• PROBLEM
Without including any images, set down the records below exactly.
== SOURCE INFORMATION
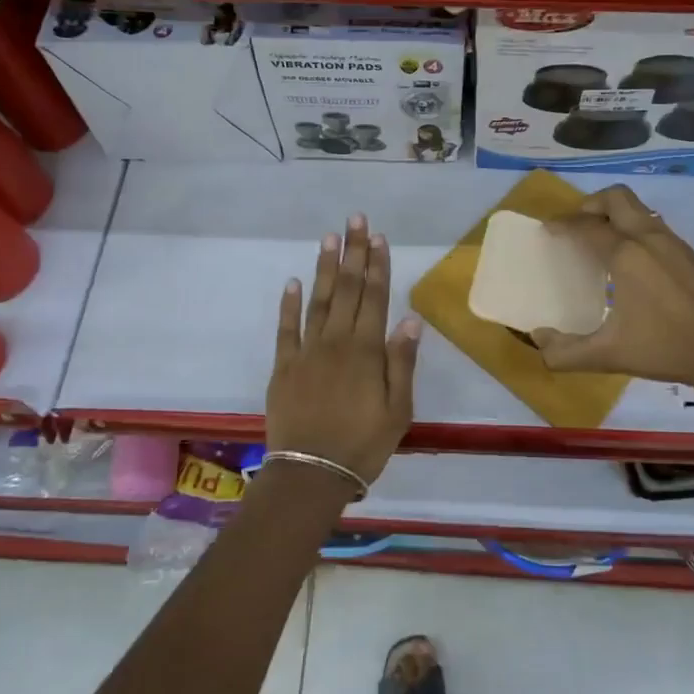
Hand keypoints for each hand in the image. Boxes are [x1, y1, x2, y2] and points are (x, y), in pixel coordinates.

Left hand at [265, 214, 420, 486]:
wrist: (311, 473)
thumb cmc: (363, 444)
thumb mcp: (398, 409)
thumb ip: (401, 362)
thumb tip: (410, 319)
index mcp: (366, 351)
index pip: (375, 298)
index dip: (377, 265)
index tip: (378, 237)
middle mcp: (336, 342)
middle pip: (348, 290)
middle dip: (353, 253)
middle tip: (354, 220)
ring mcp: (307, 352)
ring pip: (318, 301)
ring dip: (324, 268)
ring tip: (328, 238)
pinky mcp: (283, 366)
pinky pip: (286, 329)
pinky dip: (288, 305)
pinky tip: (292, 282)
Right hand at [533, 185, 693, 387]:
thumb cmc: (666, 348)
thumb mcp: (609, 356)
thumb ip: (566, 352)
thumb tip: (538, 340)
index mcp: (626, 255)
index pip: (586, 226)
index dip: (562, 225)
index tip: (548, 231)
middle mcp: (649, 238)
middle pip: (616, 197)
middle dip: (591, 205)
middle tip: (578, 227)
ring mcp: (674, 243)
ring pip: (639, 209)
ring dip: (616, 216)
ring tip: (603, 244)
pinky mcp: (691, 254)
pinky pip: (656, 227)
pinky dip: (636, 231)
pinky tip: (635, 264)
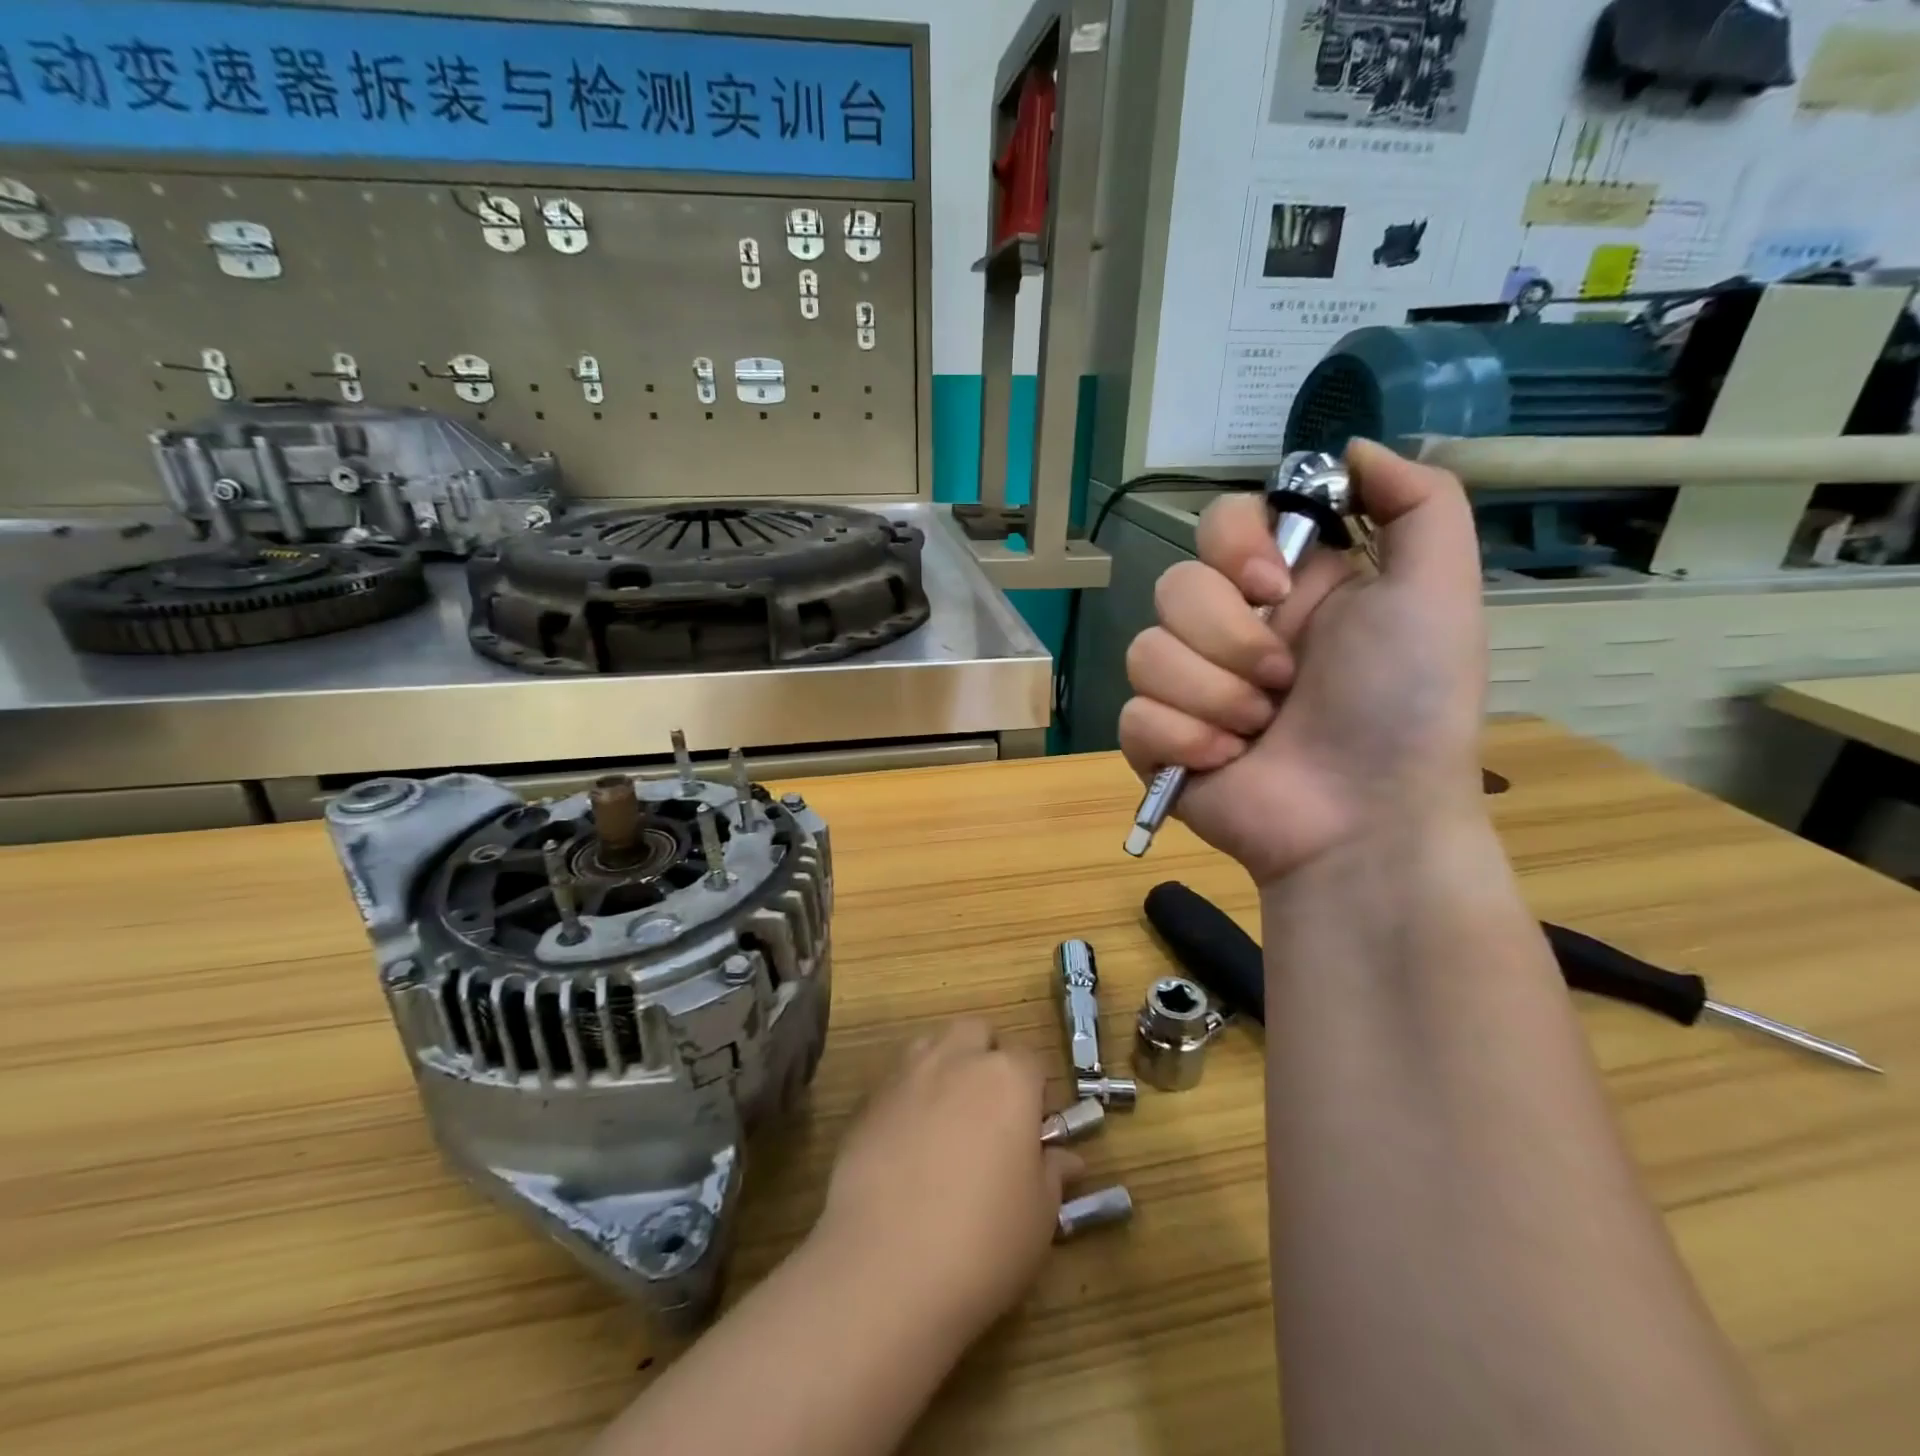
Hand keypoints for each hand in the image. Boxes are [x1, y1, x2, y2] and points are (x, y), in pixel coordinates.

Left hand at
====
• ANSWER SPACE
Hand keypoints for each hand in the image. Boxes are [x1, y1, x2, y2] and points are (x, y), in pixel coordinates.

Left hand at [265, 214, 420, 486]:
wrist: (311, 473)
thumb cmc: (363, 444)
thumb mcp: (398, 409)
thumb ip: (401, 362)
thumb tip: (410, 319)
index mcp: (366, 351)
index pip: (375, 298)
index dip: (377, 265)
index tip: (378, 237)
middle mcp: (336, 342)
middle pip: (348, 290)
middle dip: (353, 253)
middle tip: (354, 220)
ring mcp: (307, 352)
ring pip: (318, 301)
ring dip: (324, 268)
ring tip: (328, 238)
pinky mcp: (283, 366)
pinky pip: (286, 329)
pinky dip: (288, 305)
pinky tip: (292, 282)
Right hand at [533, 185, 693, 387]:
thumb cmc: (666, 348)
thumb mcp: (609, 356)
thumb ip: (566, 352)
thumb tip: (538, 340)
index mcp: (626, 255)
index pip: (586, 226)
index dip: (562, 225)
index tip: (548, 231)
middle mcp: (649, 238)
middle pip: (616, 197)
middle dip: (591, 205)
middle tip: (578, 227)
ring mcp: (674, 243)
ring pip: (639, 209)
ring dip: (616, 216)
ring tip: (603, 244)
pinky mcp: (691, 254)
pinky pip: (656, 227)
pinky dip: (636, 231)
pinky tip: (635, 264)
Hand keypoints for each hand in the image. Boxes are [x1, y1, x2, y2] and points are (x, y), in pixel coordinates.

Left hand at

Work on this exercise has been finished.